Pozostałość supernowej pod nazwą pętli łabędź jest rzadkim obiektem astronomicznym, ponieważ pokazuje trwającą eksplozję supernowej. Podczas ekspansji tego obiektu otaczająca przestrzeń ciężkich pierwiastków chemicznych utworzonych w jądrze martwej gwiazdy. Elementy te będą podstawą nowej generacji gwiazd i galaktyk, które pojawią się za tysiące lat. Według naukowców takie eksplozje supernowej mają ogromny wpływ na tworzenie gwiazd i galaktyk.

Było to przy pomocy urządzenia znajdującego się na górze małej rakiety sondy, skierowanej w przestrzeni suborbitalnej na wysokość 240 km, naukowcy zebrali niezwykle ważne dane dotyczące pętli Swan w ciągu kilku minut. Urządzenie zarejestrowało światło, które wychodzi z supernowej w odległym zakresie ultrafioletowym.

Światło to odzwierciedla sposób, w jaki kurz i gorący gaz (jego temperatura wynosi około 50 do 300 tysięcy stopni Celsjusza), podczas rozszerzenia jest przecinane w otaczającym zimnym gazie zawartym w naszej galaktyce. Według naukowców dane te pomogą dowiedzieć się, gdzie pozostałość nad supernową zawiera określone ciężkie elementy chemiczne, które pomogą zrozumieć cykle życia gwiazd i galaktyk.

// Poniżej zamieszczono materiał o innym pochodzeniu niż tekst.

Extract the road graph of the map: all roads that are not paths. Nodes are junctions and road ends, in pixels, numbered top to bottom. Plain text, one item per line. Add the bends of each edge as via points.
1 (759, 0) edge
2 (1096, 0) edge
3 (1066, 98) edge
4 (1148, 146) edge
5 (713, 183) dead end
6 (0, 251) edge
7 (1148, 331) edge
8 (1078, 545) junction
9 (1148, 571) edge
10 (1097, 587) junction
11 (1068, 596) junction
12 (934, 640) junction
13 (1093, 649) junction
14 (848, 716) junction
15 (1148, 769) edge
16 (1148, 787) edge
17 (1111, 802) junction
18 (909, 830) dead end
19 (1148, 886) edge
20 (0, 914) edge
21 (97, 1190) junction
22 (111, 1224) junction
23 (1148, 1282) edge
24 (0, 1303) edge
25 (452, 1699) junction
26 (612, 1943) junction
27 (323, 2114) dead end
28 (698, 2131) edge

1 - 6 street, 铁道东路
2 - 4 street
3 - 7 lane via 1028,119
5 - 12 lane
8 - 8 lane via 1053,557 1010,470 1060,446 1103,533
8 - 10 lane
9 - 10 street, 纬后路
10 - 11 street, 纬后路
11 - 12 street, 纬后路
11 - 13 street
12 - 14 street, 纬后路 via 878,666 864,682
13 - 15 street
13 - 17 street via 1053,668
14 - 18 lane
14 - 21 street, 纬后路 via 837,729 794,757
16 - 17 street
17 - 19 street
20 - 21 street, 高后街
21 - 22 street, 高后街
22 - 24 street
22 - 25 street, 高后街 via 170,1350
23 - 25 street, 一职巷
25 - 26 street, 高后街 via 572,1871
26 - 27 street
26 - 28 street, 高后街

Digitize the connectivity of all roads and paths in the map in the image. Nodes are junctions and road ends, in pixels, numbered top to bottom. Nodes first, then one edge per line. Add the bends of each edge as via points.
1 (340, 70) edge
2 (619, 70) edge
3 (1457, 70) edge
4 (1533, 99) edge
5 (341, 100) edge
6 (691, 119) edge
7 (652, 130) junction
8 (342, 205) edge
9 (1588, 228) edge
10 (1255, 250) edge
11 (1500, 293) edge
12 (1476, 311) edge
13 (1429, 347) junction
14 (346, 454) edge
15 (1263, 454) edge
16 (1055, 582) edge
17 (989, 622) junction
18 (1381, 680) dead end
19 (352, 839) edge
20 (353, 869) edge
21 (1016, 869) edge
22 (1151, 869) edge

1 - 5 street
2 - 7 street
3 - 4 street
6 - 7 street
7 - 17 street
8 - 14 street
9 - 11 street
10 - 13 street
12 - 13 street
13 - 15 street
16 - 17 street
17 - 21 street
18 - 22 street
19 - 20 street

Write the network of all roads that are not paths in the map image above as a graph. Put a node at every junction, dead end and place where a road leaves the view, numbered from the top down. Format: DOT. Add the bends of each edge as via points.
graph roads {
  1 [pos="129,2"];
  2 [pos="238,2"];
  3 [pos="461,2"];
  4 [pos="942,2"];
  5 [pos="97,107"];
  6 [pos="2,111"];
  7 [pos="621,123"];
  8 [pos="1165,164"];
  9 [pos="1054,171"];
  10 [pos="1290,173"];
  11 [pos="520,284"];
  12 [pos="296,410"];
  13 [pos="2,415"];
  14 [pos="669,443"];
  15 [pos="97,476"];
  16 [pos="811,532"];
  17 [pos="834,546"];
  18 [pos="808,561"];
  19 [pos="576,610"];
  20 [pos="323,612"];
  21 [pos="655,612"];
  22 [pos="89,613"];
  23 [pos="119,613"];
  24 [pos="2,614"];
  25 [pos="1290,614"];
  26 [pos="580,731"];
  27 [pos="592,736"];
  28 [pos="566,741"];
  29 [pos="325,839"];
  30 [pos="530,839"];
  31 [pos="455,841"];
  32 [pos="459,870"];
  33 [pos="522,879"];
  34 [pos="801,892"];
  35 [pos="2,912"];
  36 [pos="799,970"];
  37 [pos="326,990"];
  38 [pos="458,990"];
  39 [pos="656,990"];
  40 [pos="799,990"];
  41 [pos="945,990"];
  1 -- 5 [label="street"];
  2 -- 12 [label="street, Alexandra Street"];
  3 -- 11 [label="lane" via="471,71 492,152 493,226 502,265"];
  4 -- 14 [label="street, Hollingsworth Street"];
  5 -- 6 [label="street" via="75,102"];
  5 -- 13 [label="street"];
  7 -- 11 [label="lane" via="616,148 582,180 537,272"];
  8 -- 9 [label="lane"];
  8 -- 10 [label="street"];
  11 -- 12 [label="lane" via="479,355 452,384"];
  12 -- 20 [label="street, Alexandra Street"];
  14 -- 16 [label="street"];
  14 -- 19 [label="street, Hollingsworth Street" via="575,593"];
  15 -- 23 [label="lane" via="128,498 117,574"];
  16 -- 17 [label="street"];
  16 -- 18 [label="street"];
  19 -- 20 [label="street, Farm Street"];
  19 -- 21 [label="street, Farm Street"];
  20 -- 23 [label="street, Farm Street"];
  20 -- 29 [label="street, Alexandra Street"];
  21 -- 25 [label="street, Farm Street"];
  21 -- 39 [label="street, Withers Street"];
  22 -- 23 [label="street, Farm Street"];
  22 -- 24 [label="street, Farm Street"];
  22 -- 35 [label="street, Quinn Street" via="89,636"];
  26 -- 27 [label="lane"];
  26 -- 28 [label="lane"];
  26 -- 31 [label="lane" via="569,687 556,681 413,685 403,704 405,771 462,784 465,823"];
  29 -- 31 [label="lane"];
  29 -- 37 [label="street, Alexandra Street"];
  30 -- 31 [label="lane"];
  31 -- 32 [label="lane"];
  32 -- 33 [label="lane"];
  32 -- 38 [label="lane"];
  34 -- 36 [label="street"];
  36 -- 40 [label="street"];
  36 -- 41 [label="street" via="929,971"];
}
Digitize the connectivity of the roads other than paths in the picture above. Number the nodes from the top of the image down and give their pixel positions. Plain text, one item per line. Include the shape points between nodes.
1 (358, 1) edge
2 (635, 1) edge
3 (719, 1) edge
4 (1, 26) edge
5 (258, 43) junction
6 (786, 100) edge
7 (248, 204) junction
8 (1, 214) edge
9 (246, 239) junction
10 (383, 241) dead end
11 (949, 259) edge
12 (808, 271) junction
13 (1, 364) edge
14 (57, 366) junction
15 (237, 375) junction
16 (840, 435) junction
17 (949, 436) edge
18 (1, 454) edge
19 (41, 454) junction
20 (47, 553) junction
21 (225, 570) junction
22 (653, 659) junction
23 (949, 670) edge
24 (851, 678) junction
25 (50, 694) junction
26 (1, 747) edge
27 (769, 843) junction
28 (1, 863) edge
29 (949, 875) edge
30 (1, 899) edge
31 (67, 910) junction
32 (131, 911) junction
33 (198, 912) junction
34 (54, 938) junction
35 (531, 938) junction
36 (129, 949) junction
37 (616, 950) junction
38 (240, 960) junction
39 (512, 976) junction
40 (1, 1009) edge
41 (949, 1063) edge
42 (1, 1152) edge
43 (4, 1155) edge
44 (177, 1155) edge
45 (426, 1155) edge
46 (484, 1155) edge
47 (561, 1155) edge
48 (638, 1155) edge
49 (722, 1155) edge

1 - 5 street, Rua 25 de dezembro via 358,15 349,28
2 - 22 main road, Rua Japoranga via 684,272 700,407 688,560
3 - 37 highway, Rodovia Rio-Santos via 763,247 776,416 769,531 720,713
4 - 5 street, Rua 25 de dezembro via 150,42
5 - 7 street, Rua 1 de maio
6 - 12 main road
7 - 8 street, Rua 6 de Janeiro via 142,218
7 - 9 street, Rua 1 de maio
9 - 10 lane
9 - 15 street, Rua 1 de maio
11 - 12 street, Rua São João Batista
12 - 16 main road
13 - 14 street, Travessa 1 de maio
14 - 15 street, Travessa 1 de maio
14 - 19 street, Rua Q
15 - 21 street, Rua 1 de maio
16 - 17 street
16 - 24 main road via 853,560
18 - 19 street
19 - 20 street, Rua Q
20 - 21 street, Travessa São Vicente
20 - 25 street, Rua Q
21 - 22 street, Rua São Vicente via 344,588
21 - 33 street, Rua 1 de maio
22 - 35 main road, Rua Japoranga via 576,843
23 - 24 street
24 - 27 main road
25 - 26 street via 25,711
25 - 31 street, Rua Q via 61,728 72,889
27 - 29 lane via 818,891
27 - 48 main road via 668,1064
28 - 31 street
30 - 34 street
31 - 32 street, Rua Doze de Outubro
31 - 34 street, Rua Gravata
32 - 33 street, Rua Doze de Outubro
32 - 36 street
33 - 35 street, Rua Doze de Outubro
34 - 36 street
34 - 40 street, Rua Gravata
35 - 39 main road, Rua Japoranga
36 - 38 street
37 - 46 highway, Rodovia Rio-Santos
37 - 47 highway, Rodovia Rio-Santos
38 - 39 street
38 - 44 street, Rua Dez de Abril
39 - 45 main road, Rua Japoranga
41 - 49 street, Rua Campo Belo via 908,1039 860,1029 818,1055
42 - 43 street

Jak już napisał, po raz pierwszy sztuczna inteligencja była w stanie samodzielnie przetworzyć uzyskane obserwacje przestrzeni, a zatem była w stanie wykryć supernową. Focus napisał również, że astronomowie pokazali wynik zderzenia dwóch galaktyk, które teraz zamieniły się w jedną galaktykę. Najbardziej interesującą rzeczą jest to, że pojawienie się astronomów będzie miało nową galaktykę, która powstała z fuzji Drogi Mlecznej i galaktyki Andromedy.